My wilfulness would intervene when I was presented with all sorts of very appealing drugs, with their promise of mindlessness which I craved, and keep me on this side of addiction. My wilfulness would take me from a place of homelessness and despair to a place of hope and tweety birds singing and helpful lovely people. It was my wilfulness that enabled me to always get out of all the crap I got myself into, alone, and against all those people who sincerely thought that telling me how stupid and irresponsible I was was the way to help me out of something. And, finally, it was wilfulness alone, after I’d decided I would produce a child to prove to the world that I could bring up a healthy child even being me, which would enable me to do so for all these years.

As I progressed through the years, I came to accept I lacked many, many socially desirable qualities: organisational skills, patience, rationality, mental order. But wilfulness would always make things right through my chaos. I would always manage to fit the squares into the round shapes and against all the odds, not only survive but even get to a better place every time.

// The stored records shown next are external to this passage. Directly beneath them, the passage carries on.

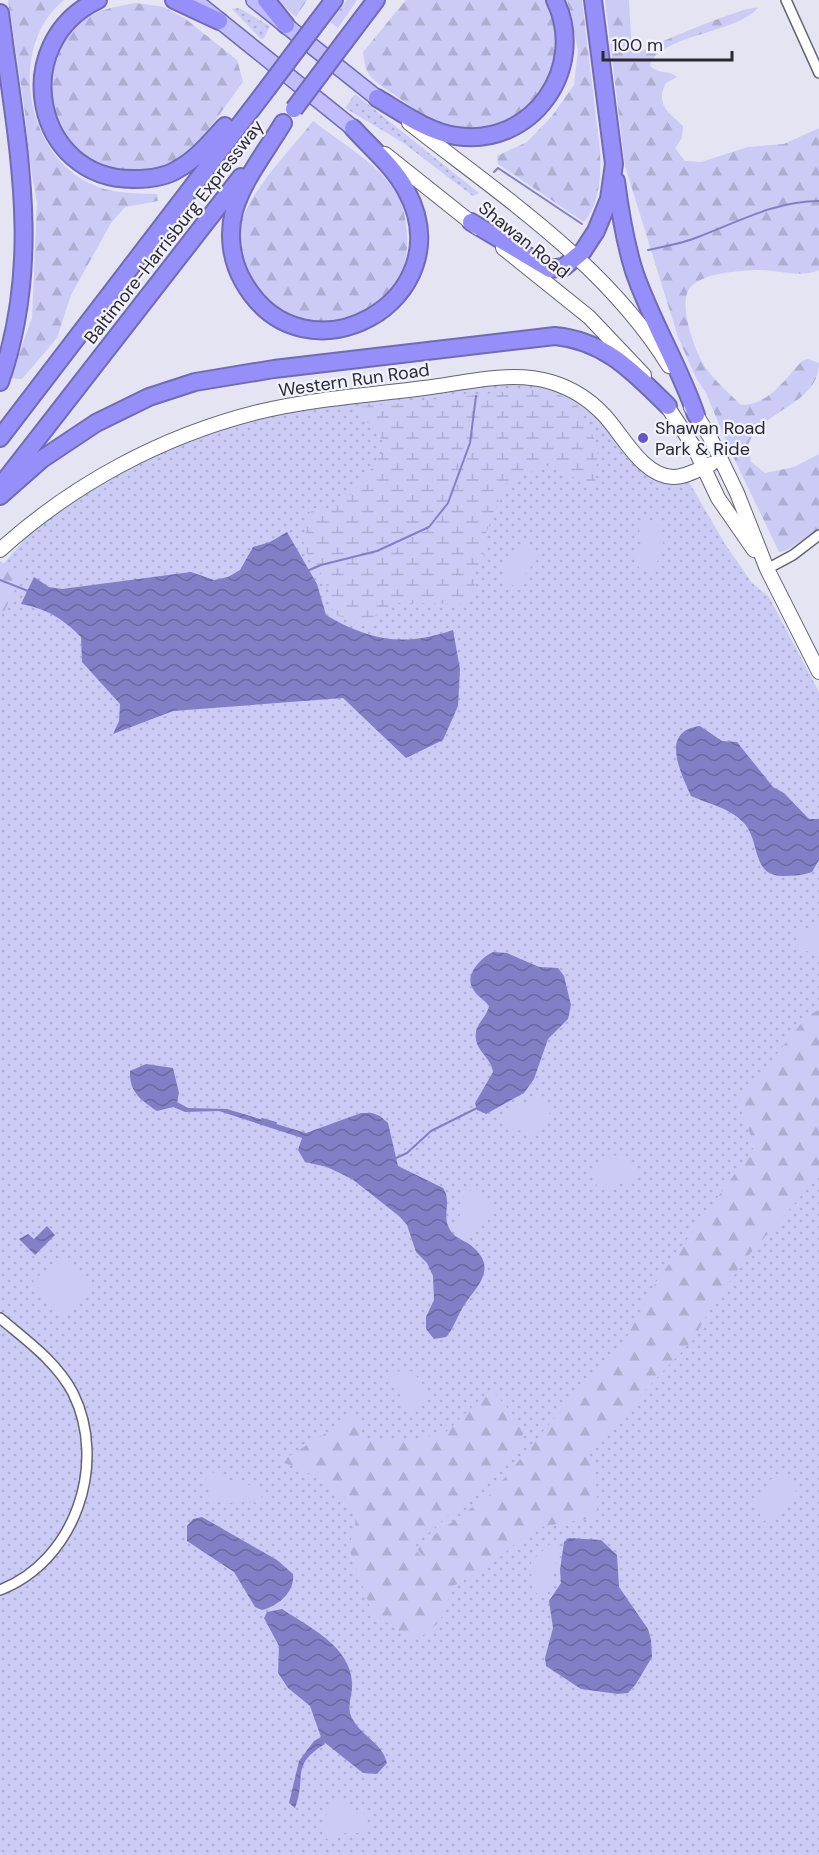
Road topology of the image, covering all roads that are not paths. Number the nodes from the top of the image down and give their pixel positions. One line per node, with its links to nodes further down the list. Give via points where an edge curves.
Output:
1 (98, 0): 22 (highway, via 63,26 49,49 42,74 45,111 56,137 72,155 108,176 151,178 178,170)
2 (174, 0): 16 (highway)
3 (194, 0): 16 (main road, Shawan Road)
4 (254, 0): 17 (main road, Shawan Road)
5 (266, 0): 17 (highway)
6 (321, 0): 14 (highway)
7 (334, 0): 14 (highway, Baltimore-Harrisburg Expressway)
8 (376, 0): 15 (highway, Baltimore-Harrisburg Expressway)
9 (381, 0): 15 (highway)
10 (555, 0): 20 (highway, via 564,27 562,66 545,102 515,126 484,136 454,136)
11 (593, 0): 24 (highway)
12 (786, 0): 18 (street)
13 (0, 13): 28 (highway, via 26,250 20,305)
14 (314, 17): 19 (highway, Baltimore-Harrisburg Expressway, bridge)
15 (362, 19): 21 (highway, Baltimore-Harrisburg Expressway, bridge)
16 (219, 21): 23 (main road, Shawan Road)
17 (286, 25): 20 (main road, Shawan Road)
18 (819, 73)
19 (263, 86): 22 (highway); 27 (highway, Baltimore-Harrisburg Expressway)
20 (377, 98): 26 (main road, Shawan Road)
21 (283, 123): 23 (highway, via 237,202 232,254 247,288 263,307 292,324 321,331 358,325 389,306 411,274 418,247 418,221 406,189); 33 (highway, Baltimore-Harrisburg Expressway)
22 (225, 126): 27 (highway)
23 (352, 128): 25 (main road, Shawan Road)
24 (614, 164): 26 (highway, via 605,212); 30 (highway, via 628,251)
25 (471, 222): 26 (highway, via 550,269 564,267); 29 (main road, Shawan Road, via 589,317)
26 (578, 258): 30 (main road, Shawan Road, via 644,329)
27 (102, 306): 31 (highway, Baltimore-Harrisburg Expressway)
28 (0, 382)
29 (668, 406): 32 (main road, Shawan Road); 34 (highway, via 602,349 555,336 274,369 195,382 129,406 66,441)
30 (696, 415): 32 (main road, Shawan Road); 35 (main road, Shawan Road, via 710,436)
31 (0, 438)
32 (708, 466): 35 (main road, Shawan Road); 37 (main road, Western Run Road, via 676,477 655,472 592,404 566,387 531,378 481,381 306,403 226,421 158,447 99,477); 38 (main road, Shawan Road, via 718,498)
33 (0, 486)
34 (0, 496)
35 (744, 510): 38 (main road, Shawan Road)
36 (819, 535): 38 (street)
37 (0, 550)
38 (767, 569): 39 (main road, Shawan Road)
39 (819, 672)
40 (0, 1318): 41 (street, via 62,1376 81,1412 87,1456 81,1502 61,1542 25,1576)
41 (0, 1590)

People are not going to help you in this path, I can see this more and more clearly. You are either lucky and you have a few people who accept you and love you and even encourage you to be the better parts of you, and I am lucky to be in that position, or they will ignore you and slowly creep away from you (check) or they will downright give up on you (check) if not openly think of you as scum (check). But what they can’t do is help you.

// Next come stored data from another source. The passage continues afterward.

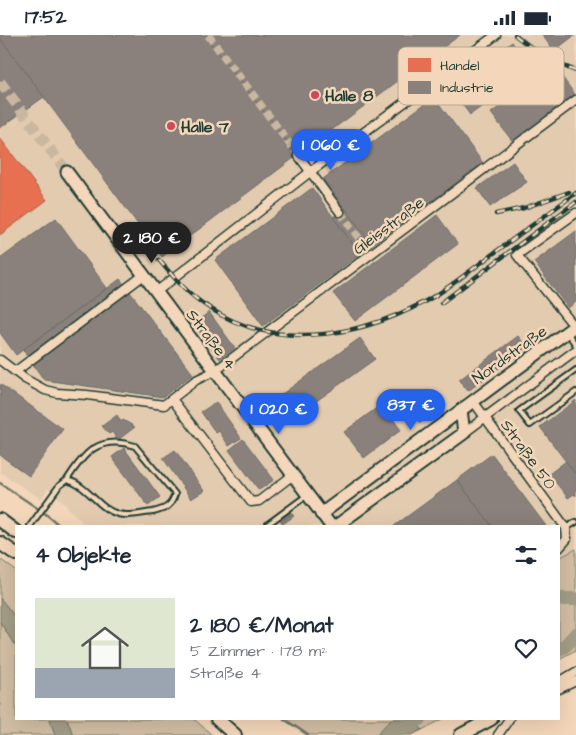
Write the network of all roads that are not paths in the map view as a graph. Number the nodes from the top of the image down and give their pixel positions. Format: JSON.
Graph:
{"nodes":[{"id":1,"x":492,"y":36,"type":"edge"},
{"id":2,"x":477,"y":47,"type":"edge"},
{"id":3,"x":576,"y":100,"type":"edge"},
{"id":4,"x":400,"y":105,"type":"edge"},
{"id":5,"x":298,"y":155,"type":"tunnel mouth"},
{"id":6,"x":67,"y":172,"type":"tunnel mouth"},
{"id":7,"x":310,"y":172,"type":"junction"},
{"id":8,"x":340,"y":212,"type":"tunnel mouth"},
{"id":9,"x":576,"y":213,"type":"edge"},
{"id":10,"x":144,"y":275,"type":"junction"},
{"id":11,"x":156,"y":292,"type":"junction"},
{"id":12,"x":572,"y":328,"type":"edge"},
{"id":13,"x":576,"y":345,"type":"edge"},
{"id":14,"x":576,"y":351,"type":"edge"},
{"id":15,"x":0,"y":360,"type":"edge"},
{"id":16,"x":576,"y":369,"type":"edge"},
{"id":17,"x":16,"y":371,"type":"junction"},
{"id":18,"x":216,"y":371,"type":"junction"},
{"id":19,"x":576,"y":392,"type":"edge"},
{"id":20,"x":172,"y":399,"type":"junction"},
{"id":21,"x":473,"y":401,"type":"junction"},
{"id":22,"x":460,"y":410,"type":"junction"},
{"id":23,"x":485,"y":418,"type":"junction"},
{"id":24,"x":464,"y":433,"type":"junction"},
{"id":25,"x":293,"y":475,"type":"junction"},
{"id":26,"x":66,"y":481,"type":"junction"},
{"id":27,"x":308,"y":495,"type":"junction"},
{"id":28,"x":322,"y":514,"type":"junction"},
{"id":29,"x":0,"y":520,"type":"edge"},
{"id":30,"x":576,"y":522,"type":"edge"},
{"id":31,"x":31,"y":525,"type":"edge"},
{"id":32,"x":268,"y":525,"type":"dead end"},
{"id":33,"x":330,"y":525,"type":"edge"},
{"id":34,"x":337,"y":525,"type":"edge"},
{"id":35,"x":566,"y":528,"type":"junction"},
{"id":36,"x":15,"y":531,"type":"edge"},
{"id":37,"x":560,"y":547,"type":"edge"},
{"id":38,"x":576,"y":672,"type":"edge"},
{"id":39,"x":560,"y":681,"type":"edge"},
{"id":40,"x":576,"y":681,"type":"edge"},
{"id":41,"x":560,"y":689,"type":"edge"},
{"id":42,"x":219,"y":720,"type":"edge"},
{"id":43,"x":489,"y":720,"type":"edge"},
{"id":44,"x":509,"y":720,"type":"edge"},
{"id":45,"x":499,"y":733,"type":"edge"},
{"id":46,"x":235,"y":735,"type":"edge"},
{"id":47,"x":461,"y":735,"type":"edge"}],
"edges":[{"from":1,"to":2,"type":"street"},
{"from":3,"to":18,"type":"street","name":"Gleisstraße"},
{"from":4,"to":7,"type":"street"},
{"from":5,"to":7,"type":"street"},
{"from":6,"to":10,"type":"street","name":"Straße 4"},
{"from":7,"to":8,"type":"street"},
{"from":7,"to":11,"type":"street"},
{"from":9,"to":12,"type":"street"},
{"from":10,"to":11,"type":"street","name":"Straße 4"},
{"from":10,"to":17,"type":"street"},
{"from":11,"to":18,"type":"street","name":"Straße 4"},
{"from":12,"to":13,"type":"lane"},
{"from":12,"to":21,"type":"street","name":"Nordstraße"},
{"from":14,"to":23,"type":"street"},
{"from":15,"to":17,"type":"street"},
{"from":16,"to":19,"type":"lane"},
{"from":17,"to":20,"type":"street"},
{"from":18,"to":20,"type":"street","name":"Gleisstraße"},
{"from":18,"to":25,"type":"street","name":"Straße 4"},
{"from":20,"to":25,"type":"street"},
{"from":21,"to":22,"type":"street","name":"Nordstraße"},
{"from":21,"to":23,"type":"street","name":"Straße 50"},
{"from":22,"to":24,"type":"street"},
{"from":22,"to":28,"type":"street","name":"Nordstraße"},
{"from":23,"to":24,"type":"street"},
{"from":23,"to":35,"type":"street","name":"Straße 50"},
{"from":24,"to":34,"type":"street"},
{"from":25,"to":27,"type":"street","name":"Straße 4"},
{"from":26,"to":26,"type":"lane"},
{"from":26,"to":31,"type":"lane"},
{"from":27,"to":28,"type":"street","name":"Straße 4"},
{"from":27,"to":32,"type":"lane"},
{"from":28,"to":33,"type":"street","name":"Straße 4"},
{"from":29,"to":36,"type":"main road"},
{"from":30,"to":35,"type":"lane"},
{"from":35,"to":37,"type":"street"},
{"from":38,"to":39,"type":"street"},
{"from":40,"to":41,"type":"street"},
{"from":42,"to":46,"type":"main road"},
{"from":43,"to":47,"type":"main road"},
{"from":44,"to":45,"type":"street"}]}
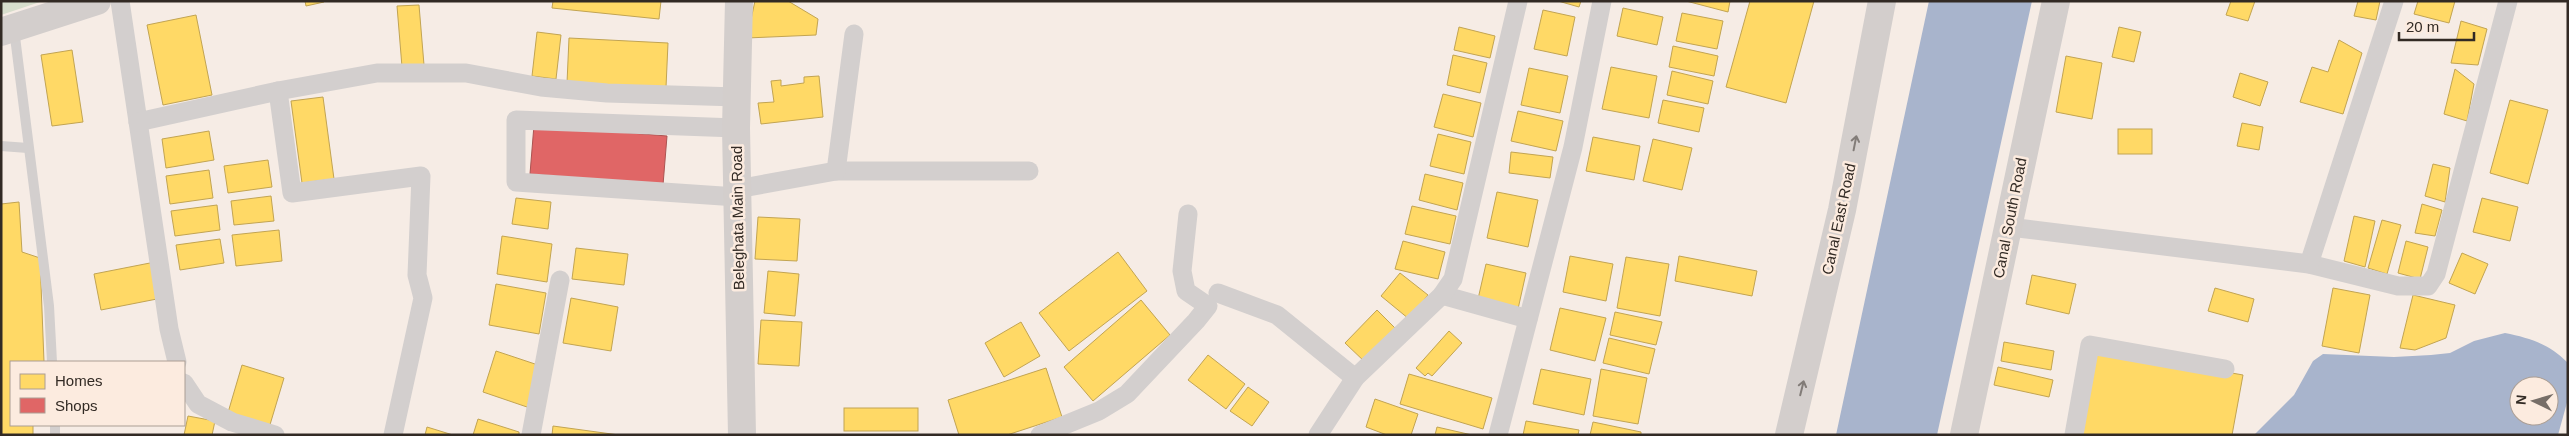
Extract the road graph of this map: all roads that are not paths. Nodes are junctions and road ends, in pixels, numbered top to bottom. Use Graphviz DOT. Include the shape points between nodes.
graph roads {
  1 [pos="97,1"];
  2 [pos="120,1"];
  3 [pos="739,1"];
  4 [pos="1518,1"];
  5 [pos="1602,1"];
  6 [pos="1882,1"];
  7 [pos="2056,1"];
  8 [pos="2394,1"];
  9 [pos="2508,1"];
  10 [pos="8,30"];
  11 [pos="854,34"];
  12 [pos="278,92"];
  13 [pos="737,97"];
  14 [pos="138,122"];
  15 [pos="736,128"];
  16 [pos="1,146"];
  17 [pos="28,148"];
  18 [pos="836,171"];
  19 [pos="1029,171"];
  20 [pos="737,193"];
  21 [pos="1188,214"];
  22 [pos="2010,227"];
  23 [pos="2310,264"];
  24 [pos="560,280"];
  25 [pos="1218,293"];
  26 [pos="1442,295"];
  27 [pos="1528,319"];
  28 [pos="52,361"];
  29 [pos="177,361"];
  30 [pos="2225,369"];
  31 [pos="1355,378"];
  32 [pos="185,384"];
  33 [pos="274,435"];
  34 [pos="393,435"];
  35 [pos="531,435"];
  36 [pos="742,435"];
  37 [pos="1040,435"];
  38 [pos="1318,435"];
  39 [pos="1498,435"];
  40 [pos="1790,435"];
  41 [pos="1964,435"];
  42 [pos="2074,435"];
  1 -- 10 [label="main road"];
  2 -- 14 [label="street"];
  3 -- 13 [label="main road, Beleghata Main Road"];
  4 -- 26 [label="street" via="1453,279"];
  5 -- 27 [label="street" via="1573,147"];
  40 -- 6 [label="main road, Canal East Road, one-way" via="1842,210"];
  7 -- 22 [label="main road, Canal South Road"];
  8 -- 23 [label="street"];
  9 -- 23 [label="street" via="2436,274 2428,286 2398,286"];
  10 -- 17 [label="lane"];
  11 -- 18 [label="street"];
  12 -- 13 [label="street" via="377,73 466,72 550,88"];
  12 -- 14 [label="street"];
  12 -- 34 [label="street" via="292,194 421,176 417,275 424,298"];
  13 -- 15 [label="main road, Beleghata Main Road"];
  14 -- 29 [label="street" via="169,329"];
  15 -- 20 [label="main road, Beleghata Main Road"];
  15 -- 20 [label="street" via="516,120 516,182"];
  16 -- 17 [label="lane"];
  17 -- 28 [label="lane" via="49,306"];
  18 -- 19 [label="street"];
  18 -- 20 [label="street"];
  20 -- 36 [label="main road, Beleghata Main Road"];
  21 -- 37 [label="street" via="1182,271 1186,290 1208,306 1127,394 1099,411"];
  22 -- 23 [label="street"];
  22 -- 41 [label="main road, Canal South Road"];
  24 -- 35 [label="street"];
  25 -- 31 [label="street" via="1277,315"];
  26 -- 27 [label="street"];
  26 -- 31 [label="street"];
  27 -- 39 [label="street"];
  30 -- 42 [label="street" via="2090,345"];
  31 -- 38 [label="street"];
  32 -- 33 [label="street" via="198,404 232,422"];
}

Mental health professionals? I am about to find out. As with anything else, my faith in people and professions is total until they let me down. I could use the respite and I am getting old and I have survived so much by myself that I wouldn’t mind the help now. But if anybody can actually help I suppose they can, and the magical drugs they can prescribe, now that I am less worried about abusing them.

But in the end, what helps the most is knowledge, awareness. Knowledge of what your rights are, and ensuring you make the most of them, make sure you claim them all. Awareness of your limitations AND your unique qualities, and acting accordingly: so much I am happily avoiding because I know I can’t deal with it, including, say: a regular job with other people, driving when stressed, or likely to be stressed, answering or even hearing the phone, living in narrow-minded countries, and so on and so forth. I am so tired, that admittedly “using my qualities” is mostly when forced to look back to the past on a daily basis, I try to see the good as well as the bad of what I did , because, enough emotional challenges for me, I am retired. But once more I digress.

When I couldn’t avoid all the crap that made me mental, and had to deal with it all on a daily basis, it was wilfulness that got me through.

I believe people with a more conventional mental order may consider as qualities personality traits that work for them, fair enough. But when your mind works very differently, you will need other qualities to keep you going. A sense of responsibility, for example, is nothing, zilch, nada to me. It means absolutely nothing to me. But try and stop me if I’d made up my mind I had to get a new home for my kids, or simply get home alive for them: wilfulness may not have put me on the sensible path, but it sure as hell got me where I needed to go fast and true.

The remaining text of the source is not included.